Național Sebiș
- Full name: Clubul Sportiv Național Sebiș
- Nicknames: Alb-albaştrii (The White and Blues) Sebișenii (The People from Sebiș)
- Short name: Național
- Founded: 1922; 104 years ago as Sebișana Sebiș 2004; 22 years ago as Național Sebiș
- Ground: Crișana
- Capacity: 1,500
- Owner: Town of Sebiș
- Chairman: Radu Borlea
- Head coach: Flavius Raț
- League: Liga IV
- 2024–25: Liga IV, Arad County, 8th of 14
- Website: https://csnationalsebis.ro/
| Home colours | Away colours |

= CS Național Sebiș =

Romanian football club

Clubul Sportiv Național Sebiș, commonly known as Național Sebiș, is a Romanian football based in Sebiș, Arad County, currently playing in Liga IV Arad, one of the county leagues that make up the fourth tier of the Romanian football league system.

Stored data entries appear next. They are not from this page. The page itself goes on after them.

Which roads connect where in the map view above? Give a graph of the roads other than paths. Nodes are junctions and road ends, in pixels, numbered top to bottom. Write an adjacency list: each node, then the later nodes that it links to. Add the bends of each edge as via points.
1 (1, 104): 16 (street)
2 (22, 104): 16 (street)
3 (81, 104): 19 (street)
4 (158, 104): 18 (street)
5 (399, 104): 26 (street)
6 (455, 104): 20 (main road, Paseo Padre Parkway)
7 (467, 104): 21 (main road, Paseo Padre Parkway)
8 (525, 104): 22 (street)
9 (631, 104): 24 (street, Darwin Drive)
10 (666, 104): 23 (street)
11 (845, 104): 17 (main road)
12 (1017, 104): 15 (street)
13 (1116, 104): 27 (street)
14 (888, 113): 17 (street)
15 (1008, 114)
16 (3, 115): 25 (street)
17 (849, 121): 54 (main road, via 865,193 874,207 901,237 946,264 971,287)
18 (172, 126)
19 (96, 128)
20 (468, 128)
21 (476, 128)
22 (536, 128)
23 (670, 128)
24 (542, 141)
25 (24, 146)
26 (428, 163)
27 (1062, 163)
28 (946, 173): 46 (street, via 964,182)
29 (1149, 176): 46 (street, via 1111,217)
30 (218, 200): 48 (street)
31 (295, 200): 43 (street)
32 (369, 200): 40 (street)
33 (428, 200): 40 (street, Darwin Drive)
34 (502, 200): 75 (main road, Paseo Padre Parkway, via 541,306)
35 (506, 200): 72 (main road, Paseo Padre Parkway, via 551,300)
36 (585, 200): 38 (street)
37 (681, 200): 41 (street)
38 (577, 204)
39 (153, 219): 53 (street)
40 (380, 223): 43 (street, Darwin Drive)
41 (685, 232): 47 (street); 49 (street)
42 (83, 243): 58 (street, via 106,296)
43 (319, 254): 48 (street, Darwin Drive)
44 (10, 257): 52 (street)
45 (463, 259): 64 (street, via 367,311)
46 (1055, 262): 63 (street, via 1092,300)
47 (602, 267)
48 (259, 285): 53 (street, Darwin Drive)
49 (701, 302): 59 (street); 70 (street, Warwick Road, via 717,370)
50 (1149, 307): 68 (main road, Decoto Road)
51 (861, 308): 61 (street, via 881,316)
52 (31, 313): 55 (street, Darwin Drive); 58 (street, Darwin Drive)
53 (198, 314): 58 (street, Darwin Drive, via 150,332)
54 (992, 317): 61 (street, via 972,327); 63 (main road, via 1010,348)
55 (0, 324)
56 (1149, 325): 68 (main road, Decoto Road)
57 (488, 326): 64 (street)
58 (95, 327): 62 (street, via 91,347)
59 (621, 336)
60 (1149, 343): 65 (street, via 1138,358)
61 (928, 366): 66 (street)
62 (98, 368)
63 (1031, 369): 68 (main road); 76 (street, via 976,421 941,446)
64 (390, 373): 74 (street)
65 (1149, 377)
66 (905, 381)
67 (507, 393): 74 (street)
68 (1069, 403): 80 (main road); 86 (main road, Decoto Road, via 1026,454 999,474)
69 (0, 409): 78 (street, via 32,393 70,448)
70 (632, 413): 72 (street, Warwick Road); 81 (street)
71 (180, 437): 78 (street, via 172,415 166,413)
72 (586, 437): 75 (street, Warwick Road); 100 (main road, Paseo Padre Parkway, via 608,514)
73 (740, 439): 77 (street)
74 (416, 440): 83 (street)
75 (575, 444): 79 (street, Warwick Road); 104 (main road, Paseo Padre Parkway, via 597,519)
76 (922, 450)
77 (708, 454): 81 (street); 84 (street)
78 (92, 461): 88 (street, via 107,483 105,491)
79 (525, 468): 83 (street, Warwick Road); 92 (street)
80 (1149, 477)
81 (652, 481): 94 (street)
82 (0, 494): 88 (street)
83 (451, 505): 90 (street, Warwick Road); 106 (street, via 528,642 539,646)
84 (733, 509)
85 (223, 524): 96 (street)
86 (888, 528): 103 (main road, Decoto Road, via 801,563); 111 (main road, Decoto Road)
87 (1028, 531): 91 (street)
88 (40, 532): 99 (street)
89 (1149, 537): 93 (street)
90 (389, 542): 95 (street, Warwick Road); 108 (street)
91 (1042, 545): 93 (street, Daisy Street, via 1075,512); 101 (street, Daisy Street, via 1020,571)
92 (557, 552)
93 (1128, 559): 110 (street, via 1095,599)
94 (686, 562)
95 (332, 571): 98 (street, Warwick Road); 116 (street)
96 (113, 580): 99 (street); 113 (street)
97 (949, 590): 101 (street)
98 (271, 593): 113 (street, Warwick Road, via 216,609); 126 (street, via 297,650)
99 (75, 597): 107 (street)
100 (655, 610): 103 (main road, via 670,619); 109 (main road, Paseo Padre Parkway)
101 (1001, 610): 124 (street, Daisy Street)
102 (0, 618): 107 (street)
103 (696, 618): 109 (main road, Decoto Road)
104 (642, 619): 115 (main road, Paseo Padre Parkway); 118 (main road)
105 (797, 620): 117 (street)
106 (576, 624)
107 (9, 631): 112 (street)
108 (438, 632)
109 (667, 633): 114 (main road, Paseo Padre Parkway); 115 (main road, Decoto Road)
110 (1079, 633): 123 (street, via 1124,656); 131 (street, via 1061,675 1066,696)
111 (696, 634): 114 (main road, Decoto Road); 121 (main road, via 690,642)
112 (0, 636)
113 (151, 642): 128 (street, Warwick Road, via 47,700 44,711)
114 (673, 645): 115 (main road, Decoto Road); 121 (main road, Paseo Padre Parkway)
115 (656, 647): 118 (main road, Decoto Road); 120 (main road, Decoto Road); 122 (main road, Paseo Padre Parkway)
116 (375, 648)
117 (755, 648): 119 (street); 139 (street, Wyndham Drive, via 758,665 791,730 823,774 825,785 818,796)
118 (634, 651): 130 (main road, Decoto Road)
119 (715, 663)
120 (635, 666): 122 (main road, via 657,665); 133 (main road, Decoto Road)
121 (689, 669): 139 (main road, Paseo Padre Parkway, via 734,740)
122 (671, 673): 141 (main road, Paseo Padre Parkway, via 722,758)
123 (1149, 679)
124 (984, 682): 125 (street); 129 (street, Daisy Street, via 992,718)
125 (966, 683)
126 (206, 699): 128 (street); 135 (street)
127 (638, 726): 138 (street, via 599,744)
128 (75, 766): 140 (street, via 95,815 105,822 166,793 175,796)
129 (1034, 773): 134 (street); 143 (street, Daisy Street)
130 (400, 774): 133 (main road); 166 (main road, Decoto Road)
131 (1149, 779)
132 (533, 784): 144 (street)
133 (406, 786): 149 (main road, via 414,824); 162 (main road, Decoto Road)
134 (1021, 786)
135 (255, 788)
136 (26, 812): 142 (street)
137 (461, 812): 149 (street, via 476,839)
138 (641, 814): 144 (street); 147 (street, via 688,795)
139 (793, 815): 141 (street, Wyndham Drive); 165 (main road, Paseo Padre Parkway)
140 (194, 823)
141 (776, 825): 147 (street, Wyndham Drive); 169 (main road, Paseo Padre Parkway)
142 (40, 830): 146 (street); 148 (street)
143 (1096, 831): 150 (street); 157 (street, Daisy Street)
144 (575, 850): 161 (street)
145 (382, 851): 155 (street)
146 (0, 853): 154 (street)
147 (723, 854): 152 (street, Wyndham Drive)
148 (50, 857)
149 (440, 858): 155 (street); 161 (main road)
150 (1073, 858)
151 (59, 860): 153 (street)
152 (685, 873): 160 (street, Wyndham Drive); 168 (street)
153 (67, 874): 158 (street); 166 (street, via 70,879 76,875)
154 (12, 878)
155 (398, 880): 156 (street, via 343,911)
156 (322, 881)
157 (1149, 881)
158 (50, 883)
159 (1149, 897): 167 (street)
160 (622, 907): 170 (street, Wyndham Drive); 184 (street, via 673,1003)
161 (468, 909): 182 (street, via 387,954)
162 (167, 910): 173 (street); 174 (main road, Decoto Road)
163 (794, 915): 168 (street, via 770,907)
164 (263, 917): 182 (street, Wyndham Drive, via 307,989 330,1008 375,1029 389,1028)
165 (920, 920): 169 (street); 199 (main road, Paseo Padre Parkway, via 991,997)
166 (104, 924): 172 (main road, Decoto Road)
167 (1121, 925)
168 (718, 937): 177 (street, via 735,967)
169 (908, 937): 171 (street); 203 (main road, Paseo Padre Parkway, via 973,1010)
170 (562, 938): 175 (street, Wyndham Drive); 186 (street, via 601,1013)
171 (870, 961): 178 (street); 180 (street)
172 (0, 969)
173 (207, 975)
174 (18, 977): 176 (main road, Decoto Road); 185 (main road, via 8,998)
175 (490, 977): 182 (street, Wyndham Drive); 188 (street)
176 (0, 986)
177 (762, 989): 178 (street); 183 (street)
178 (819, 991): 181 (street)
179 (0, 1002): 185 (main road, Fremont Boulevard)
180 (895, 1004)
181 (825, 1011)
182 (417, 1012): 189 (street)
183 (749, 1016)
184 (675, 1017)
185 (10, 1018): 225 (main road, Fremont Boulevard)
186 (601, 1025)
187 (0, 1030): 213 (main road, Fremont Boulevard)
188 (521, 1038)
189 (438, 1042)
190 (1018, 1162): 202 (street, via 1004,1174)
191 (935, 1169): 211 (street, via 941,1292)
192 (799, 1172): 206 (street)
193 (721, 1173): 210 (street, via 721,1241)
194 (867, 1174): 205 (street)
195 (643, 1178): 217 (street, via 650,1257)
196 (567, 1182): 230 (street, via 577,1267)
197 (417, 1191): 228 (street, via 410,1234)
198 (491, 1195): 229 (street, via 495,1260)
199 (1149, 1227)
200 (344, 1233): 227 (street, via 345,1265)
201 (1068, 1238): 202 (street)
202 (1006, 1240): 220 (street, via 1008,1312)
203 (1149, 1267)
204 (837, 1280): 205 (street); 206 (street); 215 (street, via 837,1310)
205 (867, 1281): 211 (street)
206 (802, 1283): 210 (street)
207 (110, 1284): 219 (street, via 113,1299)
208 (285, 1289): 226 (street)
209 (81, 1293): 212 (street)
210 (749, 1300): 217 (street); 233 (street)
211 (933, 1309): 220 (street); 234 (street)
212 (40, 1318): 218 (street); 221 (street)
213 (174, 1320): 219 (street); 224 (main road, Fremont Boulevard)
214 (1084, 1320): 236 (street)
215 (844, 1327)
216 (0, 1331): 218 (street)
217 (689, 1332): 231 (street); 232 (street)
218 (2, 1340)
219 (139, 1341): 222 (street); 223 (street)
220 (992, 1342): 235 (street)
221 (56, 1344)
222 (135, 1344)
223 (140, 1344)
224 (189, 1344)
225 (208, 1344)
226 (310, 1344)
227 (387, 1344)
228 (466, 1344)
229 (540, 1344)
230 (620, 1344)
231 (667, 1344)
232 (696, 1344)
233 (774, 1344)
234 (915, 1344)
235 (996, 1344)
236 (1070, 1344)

Founded in 1922 as Sebișana Sebiș, later known as Avântul (from 1950) and Crișana (from 1953), and re-founded in 2004, Național spent twelve consecutive seasons in Liga III after its promotion in 2008, before withdrawing during the winter break of the 2019–20 season due to financial problems. After a two-year hiatus, the club joined Liga VI Arad County, the sixth tier, and earned two consecutive promotions.

==History==
The origins of football in Sebiș date back to the early 1920s, when engineer G. Fakelmann, who also served as a player and coach for several years, introduced the game to the town, bringing the first football and equipment and organizing a group of local youngsters. The first team, named Sebișana, was officially established on 15 March 1922 and included players such as Al. Moțocan, Nicolae Volan, Sever Scrofan, Laloș Ronay, Ștefan Moț, Iosif Bălan, Ion Ardelean, Ioan Piki, Pavel Pugna, Mihai Schelep, and G. Fakelmann. Some sources suggest that football activity existed as early as 1920, when a local side reportedly defeated Gloria Arad 4–0. In 1923, Sebișana played its first recorded matches, including a 2–1 victory against Zărand Brad, as football quickly gained popularity in the area.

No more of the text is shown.